NO 1082 2380 (NO12SW 57) Excavations were finally completed on 21 July 2017. Over the course of the 129 weeks of the excavation the entire two phases of the Carmelite church were excavated with a final total of 302 burials being lifted from the interior of the building (including 102 found in 2008). A further wood-lined grave was excavated at the W end of the extended church which contained three individuals, one with an iron bracelet on their wrist and another with a wooden ‘staff’. Evidence was recovered for a metalled pathway entering the friary precinct from the W associated with a courtyard with a single ‘post’ setting. This pathway overlay an extensive area of low temperature burning and several small hearths and two ‘ovens’, this is currently being interpreted as evidence for site welfare facilities for the builders of the 13th-century Carmelite church. Tentative evidence was revealed under the W end of that church for a possible earlier building, this included a cross-incised stone and wider rough stone foundations. Excavation of the W range was completed confirming that its walls had been substantially robbed although evidence for at least two green sandstone internal floor surfaces were recorded. The western cloister walk was defined and the badly damaged remains of an arcade line were recorded. The western end of the S range was located, including evidence for an internal waste drainage system probably taking waste from elsewhere in the complex out through its W wall. The site’s water supply was traced from where it entered the site at the NW down to where it served the interior of the S range as a surviving wooden trough (this was lifted for future analysis). To the S of the S range a series of rough stone courtyards were excavated upon which had been dumped vast deposits of oyster shell food waste. The northern edge of the southern precinct boundary around the friary complex was picked up right against the southern edge of the excavated area.

Archive: NRHE

Funder: Manorgate Ltd

Derek Hall

(Source: DES, Volume 18)

OASIS ID: derekhal1-183159

Archaeological Evaluation (24 September 2018 - 5 October 2018)

A slight change to the proposed new building footprint meant the stripping of a part of the site that had never been excavated.
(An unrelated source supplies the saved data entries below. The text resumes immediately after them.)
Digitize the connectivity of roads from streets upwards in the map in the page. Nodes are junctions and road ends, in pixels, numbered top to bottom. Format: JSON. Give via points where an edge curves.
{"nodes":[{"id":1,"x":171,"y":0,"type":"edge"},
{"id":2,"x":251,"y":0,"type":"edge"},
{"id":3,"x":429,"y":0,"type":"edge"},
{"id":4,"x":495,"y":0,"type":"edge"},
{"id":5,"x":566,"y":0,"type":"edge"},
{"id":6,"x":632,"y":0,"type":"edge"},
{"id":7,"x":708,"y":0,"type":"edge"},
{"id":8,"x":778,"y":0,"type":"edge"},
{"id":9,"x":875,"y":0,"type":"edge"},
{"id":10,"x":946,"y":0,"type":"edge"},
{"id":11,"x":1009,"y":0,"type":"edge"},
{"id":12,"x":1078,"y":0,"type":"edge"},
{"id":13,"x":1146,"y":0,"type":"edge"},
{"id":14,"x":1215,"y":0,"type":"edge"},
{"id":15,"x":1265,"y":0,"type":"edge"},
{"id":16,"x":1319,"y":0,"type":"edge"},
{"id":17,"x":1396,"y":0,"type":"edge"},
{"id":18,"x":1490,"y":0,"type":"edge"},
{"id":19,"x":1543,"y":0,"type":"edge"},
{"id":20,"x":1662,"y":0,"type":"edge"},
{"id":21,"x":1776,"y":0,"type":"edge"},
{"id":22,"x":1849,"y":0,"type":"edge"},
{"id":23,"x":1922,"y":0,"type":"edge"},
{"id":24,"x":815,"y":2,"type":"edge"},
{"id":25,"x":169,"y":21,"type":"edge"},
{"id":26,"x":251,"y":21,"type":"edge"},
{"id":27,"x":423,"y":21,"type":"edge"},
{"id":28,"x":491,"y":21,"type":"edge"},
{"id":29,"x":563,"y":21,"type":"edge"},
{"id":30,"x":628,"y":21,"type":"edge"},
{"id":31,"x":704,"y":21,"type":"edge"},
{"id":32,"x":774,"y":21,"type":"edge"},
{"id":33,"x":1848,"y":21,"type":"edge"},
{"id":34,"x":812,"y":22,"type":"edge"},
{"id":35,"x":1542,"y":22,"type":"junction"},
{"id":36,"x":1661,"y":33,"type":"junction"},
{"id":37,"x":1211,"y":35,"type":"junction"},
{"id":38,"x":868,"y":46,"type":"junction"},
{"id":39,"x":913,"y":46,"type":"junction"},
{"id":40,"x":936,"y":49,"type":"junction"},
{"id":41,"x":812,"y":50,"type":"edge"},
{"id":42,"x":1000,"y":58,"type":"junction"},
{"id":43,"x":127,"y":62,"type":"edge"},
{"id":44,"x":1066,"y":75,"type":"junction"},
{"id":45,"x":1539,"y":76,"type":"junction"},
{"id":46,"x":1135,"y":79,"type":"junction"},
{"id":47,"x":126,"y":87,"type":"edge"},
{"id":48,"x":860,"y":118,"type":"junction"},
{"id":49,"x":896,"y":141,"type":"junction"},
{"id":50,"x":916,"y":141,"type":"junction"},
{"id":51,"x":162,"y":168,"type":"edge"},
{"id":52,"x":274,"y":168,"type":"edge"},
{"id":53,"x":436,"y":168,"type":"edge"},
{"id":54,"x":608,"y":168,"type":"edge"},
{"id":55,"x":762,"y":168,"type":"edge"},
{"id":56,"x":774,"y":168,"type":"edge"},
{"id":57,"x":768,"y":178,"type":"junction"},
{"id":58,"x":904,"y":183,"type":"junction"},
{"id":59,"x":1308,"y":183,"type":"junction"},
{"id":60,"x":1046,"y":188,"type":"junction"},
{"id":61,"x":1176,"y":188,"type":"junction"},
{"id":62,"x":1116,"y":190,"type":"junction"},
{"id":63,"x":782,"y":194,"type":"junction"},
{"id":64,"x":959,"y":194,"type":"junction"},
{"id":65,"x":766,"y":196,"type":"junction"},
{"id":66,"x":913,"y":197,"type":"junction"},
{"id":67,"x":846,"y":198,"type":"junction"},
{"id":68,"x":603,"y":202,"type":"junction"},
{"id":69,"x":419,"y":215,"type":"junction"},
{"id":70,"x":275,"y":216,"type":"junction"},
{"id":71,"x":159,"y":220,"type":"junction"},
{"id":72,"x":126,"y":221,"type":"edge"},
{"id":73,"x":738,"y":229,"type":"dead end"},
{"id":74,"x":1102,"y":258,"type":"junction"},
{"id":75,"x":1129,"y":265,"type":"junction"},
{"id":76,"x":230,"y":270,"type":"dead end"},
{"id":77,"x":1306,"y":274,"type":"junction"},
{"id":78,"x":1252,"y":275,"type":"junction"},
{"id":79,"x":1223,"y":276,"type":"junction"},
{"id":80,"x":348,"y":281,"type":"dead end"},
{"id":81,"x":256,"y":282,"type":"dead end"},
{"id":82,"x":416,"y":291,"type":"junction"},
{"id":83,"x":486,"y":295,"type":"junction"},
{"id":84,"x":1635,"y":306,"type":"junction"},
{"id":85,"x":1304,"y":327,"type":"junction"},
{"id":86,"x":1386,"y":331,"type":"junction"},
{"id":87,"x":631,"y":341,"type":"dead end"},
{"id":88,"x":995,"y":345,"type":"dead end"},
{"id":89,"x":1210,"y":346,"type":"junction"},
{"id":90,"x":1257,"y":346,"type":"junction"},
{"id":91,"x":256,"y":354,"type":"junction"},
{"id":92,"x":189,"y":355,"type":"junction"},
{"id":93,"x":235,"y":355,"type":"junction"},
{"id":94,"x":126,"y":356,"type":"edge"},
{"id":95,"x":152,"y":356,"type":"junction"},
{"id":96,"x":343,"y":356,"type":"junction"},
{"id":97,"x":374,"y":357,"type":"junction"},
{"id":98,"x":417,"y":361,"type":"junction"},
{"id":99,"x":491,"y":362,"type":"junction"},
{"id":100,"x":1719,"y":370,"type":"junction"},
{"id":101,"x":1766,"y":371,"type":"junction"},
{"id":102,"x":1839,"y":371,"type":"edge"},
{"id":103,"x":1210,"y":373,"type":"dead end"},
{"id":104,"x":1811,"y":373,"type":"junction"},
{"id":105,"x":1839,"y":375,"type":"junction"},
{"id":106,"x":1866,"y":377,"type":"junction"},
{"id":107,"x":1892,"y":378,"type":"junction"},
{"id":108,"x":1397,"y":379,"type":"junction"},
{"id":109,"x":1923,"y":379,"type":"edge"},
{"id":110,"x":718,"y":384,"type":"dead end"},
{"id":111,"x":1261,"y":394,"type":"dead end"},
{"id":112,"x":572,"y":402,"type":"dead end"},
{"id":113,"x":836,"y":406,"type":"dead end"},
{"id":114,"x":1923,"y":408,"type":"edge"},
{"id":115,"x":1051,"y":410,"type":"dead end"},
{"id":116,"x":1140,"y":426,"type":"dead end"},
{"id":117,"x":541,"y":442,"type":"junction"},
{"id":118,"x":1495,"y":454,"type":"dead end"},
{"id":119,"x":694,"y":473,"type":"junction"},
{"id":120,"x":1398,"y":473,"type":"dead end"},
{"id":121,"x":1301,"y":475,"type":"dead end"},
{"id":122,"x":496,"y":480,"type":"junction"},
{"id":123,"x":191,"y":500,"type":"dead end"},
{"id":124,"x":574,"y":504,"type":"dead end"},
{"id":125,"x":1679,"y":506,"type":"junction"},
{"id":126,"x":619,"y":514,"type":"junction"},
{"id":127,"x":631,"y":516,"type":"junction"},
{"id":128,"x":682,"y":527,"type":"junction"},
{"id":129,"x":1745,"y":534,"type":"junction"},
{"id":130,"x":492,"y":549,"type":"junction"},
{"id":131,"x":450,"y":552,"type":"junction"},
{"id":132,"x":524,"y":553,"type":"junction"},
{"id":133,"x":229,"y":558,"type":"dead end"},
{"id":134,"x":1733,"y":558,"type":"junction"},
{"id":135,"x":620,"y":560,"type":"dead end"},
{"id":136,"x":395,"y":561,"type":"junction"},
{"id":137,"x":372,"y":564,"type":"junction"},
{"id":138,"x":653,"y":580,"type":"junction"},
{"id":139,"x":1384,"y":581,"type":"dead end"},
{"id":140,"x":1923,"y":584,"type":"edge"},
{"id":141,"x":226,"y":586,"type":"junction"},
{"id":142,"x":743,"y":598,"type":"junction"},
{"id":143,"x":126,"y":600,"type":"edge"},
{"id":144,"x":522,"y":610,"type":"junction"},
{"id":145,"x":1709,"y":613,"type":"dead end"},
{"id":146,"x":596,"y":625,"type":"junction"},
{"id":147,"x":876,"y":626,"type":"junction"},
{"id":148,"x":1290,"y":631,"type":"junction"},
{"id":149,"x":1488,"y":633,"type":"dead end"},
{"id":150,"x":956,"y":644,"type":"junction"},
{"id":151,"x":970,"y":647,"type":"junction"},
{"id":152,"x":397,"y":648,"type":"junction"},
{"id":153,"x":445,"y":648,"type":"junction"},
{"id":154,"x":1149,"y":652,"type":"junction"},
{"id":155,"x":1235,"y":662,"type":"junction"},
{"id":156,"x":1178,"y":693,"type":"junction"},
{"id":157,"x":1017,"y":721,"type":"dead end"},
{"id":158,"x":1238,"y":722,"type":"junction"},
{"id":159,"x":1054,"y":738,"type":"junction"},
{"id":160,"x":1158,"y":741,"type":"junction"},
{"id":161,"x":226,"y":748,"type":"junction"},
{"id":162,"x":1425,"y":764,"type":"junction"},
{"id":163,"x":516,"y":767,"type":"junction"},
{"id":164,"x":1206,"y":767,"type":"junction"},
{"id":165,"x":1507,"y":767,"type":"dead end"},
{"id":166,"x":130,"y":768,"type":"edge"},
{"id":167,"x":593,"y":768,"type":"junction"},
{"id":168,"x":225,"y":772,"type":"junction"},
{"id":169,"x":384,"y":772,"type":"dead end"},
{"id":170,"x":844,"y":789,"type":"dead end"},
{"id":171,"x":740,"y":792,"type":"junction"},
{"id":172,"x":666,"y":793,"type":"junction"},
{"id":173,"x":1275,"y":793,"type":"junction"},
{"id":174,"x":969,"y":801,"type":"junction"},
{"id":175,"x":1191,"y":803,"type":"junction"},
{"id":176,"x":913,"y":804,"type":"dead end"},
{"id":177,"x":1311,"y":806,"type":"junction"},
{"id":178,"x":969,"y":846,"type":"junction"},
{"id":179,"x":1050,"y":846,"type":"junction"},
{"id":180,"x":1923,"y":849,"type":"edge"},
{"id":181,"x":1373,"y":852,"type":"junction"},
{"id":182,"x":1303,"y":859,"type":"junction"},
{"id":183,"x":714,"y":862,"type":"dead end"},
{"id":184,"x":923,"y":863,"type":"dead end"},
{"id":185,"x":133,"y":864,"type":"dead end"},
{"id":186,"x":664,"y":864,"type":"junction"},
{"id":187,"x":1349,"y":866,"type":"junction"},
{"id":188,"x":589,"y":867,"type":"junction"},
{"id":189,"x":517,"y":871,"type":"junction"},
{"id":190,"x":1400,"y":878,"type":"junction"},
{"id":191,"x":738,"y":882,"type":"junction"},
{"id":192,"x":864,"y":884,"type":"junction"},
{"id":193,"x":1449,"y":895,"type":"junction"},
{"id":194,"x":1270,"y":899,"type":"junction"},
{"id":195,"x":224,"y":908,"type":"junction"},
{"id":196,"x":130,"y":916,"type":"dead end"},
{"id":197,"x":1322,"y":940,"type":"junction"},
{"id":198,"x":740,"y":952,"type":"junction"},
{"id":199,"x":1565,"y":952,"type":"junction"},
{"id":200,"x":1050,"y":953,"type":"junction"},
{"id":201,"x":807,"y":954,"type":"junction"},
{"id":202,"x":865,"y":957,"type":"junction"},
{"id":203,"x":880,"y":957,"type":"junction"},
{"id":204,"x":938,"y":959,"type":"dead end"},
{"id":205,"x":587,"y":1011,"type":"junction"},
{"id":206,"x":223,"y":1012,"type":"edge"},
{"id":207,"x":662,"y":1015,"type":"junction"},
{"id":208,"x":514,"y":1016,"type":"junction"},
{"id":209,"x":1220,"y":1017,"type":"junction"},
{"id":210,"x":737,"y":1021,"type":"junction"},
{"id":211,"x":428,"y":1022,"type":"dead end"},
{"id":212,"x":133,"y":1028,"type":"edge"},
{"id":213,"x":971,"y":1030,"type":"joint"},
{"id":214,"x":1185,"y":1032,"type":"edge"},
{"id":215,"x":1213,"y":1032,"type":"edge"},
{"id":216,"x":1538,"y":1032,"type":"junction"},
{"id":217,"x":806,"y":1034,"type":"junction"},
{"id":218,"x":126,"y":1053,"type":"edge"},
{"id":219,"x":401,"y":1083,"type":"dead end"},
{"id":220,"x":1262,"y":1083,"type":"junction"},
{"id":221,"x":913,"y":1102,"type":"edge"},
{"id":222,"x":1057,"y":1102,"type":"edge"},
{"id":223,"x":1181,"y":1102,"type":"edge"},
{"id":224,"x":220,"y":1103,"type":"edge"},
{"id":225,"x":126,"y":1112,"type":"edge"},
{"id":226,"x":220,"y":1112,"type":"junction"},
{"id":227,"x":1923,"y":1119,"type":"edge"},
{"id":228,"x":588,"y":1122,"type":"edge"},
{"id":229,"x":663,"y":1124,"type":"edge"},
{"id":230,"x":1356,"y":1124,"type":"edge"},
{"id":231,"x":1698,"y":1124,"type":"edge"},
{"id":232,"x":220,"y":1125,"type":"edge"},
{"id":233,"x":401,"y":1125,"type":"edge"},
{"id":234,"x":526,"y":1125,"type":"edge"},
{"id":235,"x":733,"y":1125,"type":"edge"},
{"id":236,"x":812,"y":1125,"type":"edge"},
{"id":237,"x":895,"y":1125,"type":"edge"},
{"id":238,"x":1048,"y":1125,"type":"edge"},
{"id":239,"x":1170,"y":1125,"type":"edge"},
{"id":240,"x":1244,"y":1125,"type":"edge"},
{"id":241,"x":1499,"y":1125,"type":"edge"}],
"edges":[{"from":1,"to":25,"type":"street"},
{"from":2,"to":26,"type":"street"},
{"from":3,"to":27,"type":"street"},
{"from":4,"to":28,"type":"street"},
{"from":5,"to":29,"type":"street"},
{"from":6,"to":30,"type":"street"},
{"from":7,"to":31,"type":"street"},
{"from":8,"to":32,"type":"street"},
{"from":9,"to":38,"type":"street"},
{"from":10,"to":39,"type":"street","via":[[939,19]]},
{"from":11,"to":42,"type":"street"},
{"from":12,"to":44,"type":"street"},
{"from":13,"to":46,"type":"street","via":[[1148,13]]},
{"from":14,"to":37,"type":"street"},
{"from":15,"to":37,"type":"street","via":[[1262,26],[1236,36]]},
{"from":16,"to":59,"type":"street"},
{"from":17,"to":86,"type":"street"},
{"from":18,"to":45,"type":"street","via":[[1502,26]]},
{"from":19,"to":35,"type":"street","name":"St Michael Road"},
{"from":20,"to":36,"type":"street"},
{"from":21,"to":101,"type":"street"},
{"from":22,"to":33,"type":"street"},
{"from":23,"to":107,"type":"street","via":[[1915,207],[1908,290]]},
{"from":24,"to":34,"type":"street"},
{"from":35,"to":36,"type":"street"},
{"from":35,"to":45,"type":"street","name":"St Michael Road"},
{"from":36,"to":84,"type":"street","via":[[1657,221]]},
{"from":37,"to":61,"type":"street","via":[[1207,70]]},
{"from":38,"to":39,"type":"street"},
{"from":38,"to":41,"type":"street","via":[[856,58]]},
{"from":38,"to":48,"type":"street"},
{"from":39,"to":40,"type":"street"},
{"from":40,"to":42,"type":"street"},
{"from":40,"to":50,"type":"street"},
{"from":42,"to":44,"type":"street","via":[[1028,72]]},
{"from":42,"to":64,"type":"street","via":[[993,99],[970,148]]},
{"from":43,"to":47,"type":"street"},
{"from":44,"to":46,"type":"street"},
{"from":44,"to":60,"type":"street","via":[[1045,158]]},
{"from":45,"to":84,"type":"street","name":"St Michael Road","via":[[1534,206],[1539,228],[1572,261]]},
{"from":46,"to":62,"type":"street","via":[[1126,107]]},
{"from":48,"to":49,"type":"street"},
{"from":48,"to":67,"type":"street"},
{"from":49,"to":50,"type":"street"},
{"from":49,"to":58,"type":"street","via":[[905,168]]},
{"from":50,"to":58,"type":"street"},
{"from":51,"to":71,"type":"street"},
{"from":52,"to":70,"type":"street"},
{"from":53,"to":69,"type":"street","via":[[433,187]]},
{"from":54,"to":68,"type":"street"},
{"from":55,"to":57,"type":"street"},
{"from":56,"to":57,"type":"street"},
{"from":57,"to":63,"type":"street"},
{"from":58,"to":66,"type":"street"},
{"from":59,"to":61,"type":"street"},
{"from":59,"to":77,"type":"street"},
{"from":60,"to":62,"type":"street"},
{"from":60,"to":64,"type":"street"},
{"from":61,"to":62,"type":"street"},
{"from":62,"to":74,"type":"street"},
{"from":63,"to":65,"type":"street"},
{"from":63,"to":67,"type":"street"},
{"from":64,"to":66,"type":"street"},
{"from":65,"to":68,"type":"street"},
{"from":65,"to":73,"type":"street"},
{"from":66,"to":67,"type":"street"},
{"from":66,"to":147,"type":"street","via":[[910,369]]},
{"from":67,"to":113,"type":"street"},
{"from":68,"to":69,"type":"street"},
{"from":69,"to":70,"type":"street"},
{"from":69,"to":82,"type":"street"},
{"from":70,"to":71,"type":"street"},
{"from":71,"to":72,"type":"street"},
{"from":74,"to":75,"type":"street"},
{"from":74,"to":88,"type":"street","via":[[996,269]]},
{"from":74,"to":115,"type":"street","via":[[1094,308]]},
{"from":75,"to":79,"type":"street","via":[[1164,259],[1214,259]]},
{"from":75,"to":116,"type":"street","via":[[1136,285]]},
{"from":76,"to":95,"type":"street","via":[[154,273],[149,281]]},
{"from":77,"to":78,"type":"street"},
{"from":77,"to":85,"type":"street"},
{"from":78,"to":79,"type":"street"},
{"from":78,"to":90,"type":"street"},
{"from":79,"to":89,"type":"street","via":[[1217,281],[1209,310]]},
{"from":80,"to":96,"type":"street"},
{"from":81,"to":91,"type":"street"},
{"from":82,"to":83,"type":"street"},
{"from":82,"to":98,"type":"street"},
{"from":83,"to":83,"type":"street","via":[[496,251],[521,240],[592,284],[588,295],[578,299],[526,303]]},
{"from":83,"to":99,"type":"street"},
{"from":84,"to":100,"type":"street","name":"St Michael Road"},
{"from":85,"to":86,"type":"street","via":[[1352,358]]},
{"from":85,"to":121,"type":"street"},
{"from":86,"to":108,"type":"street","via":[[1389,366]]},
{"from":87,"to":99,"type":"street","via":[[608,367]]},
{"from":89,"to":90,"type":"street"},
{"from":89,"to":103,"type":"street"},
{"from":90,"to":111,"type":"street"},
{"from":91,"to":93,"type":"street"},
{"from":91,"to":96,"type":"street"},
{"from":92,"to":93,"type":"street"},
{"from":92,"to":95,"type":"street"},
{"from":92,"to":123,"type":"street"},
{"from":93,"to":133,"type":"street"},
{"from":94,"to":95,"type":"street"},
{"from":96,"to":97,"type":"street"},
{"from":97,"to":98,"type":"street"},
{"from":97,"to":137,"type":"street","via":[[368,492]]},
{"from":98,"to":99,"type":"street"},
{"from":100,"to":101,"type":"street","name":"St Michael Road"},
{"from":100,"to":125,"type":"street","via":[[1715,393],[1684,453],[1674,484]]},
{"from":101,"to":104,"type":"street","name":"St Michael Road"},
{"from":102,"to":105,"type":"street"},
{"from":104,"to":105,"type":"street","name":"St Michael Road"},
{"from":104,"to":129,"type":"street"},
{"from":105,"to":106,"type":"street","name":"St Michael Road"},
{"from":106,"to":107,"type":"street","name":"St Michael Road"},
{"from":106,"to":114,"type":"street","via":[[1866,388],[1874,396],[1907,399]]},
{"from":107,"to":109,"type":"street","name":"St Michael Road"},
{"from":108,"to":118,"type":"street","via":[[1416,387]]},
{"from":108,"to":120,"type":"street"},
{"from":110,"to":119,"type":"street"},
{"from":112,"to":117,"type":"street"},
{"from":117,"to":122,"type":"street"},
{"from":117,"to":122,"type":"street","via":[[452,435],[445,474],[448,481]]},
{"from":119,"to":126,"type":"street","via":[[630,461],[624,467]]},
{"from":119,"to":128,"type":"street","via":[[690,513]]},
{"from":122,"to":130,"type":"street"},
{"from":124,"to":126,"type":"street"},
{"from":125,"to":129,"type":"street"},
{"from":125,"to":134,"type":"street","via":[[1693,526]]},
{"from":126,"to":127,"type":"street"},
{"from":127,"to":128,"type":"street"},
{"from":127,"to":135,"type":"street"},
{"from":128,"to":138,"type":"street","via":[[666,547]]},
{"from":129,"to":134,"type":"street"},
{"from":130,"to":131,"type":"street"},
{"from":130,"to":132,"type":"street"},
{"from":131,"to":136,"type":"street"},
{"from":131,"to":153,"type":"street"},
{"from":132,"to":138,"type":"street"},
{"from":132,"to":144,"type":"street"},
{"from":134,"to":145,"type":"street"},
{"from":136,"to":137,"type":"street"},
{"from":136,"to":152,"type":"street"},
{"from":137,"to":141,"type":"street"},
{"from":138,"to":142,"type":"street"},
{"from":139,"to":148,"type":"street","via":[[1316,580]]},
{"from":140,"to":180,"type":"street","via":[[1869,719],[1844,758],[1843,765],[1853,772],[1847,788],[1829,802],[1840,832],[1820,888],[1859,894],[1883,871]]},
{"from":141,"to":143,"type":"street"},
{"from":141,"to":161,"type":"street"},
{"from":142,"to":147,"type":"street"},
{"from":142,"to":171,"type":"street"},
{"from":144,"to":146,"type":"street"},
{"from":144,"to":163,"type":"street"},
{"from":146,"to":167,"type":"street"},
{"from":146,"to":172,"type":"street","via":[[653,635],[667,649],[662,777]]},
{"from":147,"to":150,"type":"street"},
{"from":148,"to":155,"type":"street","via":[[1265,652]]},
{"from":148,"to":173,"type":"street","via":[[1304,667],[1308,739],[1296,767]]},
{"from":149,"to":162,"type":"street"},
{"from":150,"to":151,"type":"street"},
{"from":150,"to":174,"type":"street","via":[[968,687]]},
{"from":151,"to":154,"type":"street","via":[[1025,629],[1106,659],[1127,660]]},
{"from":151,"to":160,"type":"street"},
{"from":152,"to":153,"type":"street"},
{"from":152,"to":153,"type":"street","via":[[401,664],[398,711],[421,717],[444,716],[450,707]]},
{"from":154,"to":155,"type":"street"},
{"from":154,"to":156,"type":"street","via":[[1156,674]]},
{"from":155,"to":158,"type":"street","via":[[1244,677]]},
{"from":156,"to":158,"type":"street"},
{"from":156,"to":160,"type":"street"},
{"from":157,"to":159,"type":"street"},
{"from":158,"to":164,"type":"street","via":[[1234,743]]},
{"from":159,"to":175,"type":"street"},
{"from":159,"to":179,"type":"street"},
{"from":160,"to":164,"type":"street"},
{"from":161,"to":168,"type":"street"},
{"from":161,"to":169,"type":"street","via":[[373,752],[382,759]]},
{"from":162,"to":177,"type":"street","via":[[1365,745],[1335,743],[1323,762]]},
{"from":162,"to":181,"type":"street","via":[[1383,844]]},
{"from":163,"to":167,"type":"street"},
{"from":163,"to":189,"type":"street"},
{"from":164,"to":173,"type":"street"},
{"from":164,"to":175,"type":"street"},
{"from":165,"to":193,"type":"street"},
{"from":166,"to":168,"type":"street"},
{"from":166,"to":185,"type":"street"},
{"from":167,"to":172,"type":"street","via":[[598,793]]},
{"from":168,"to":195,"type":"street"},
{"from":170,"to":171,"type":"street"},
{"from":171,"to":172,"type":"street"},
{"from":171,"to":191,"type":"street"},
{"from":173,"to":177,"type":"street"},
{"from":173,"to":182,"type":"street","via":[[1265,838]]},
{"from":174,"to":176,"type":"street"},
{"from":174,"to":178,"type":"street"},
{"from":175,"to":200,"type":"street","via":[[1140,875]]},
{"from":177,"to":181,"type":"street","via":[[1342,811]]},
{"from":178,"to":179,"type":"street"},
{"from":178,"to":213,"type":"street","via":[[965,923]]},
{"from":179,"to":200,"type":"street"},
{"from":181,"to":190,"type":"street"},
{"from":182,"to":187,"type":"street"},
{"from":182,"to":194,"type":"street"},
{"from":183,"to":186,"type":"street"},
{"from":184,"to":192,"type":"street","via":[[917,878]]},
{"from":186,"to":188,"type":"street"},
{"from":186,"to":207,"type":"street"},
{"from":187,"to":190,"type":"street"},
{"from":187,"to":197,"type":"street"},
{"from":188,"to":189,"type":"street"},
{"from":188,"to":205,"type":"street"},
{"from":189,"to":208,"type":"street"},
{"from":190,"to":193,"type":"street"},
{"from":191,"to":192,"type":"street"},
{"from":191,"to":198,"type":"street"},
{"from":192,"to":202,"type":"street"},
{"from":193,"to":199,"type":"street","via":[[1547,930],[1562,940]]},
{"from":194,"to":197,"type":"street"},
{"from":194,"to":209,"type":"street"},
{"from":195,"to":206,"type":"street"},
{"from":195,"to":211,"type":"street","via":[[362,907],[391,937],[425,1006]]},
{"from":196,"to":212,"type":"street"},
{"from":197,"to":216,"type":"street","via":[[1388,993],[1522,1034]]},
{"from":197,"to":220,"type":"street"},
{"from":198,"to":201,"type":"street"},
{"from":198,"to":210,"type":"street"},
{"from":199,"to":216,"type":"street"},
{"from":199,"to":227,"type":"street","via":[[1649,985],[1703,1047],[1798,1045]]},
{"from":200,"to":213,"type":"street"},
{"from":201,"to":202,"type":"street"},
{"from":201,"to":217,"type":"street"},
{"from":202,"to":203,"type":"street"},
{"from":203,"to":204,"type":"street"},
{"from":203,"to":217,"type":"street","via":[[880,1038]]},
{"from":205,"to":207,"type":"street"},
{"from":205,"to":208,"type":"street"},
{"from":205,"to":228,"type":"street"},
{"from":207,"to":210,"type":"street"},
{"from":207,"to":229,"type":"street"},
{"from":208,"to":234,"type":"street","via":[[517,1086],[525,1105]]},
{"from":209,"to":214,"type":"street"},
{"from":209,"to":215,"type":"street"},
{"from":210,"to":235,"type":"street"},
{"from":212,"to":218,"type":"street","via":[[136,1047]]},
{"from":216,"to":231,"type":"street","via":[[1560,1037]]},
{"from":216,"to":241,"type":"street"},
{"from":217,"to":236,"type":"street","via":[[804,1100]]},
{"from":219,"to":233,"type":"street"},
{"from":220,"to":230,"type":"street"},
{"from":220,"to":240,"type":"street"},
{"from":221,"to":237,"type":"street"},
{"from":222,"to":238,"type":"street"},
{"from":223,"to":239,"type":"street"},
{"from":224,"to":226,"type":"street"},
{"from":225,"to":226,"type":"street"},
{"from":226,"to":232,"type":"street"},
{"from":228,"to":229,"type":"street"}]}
Two weeks of hand excavation by the author defined the remains of the line of the North wall of the friary's Southern range and the North wall of the Southern cloister arcade and its metalled surface. Evidence was found for post friary cultivation and extensive robbing of the wall lines to the East. The continuation of part of the friary water supply located in 2017 was traced up to the face of the North wall of the South range where it turned east to run along the outside face of that wall.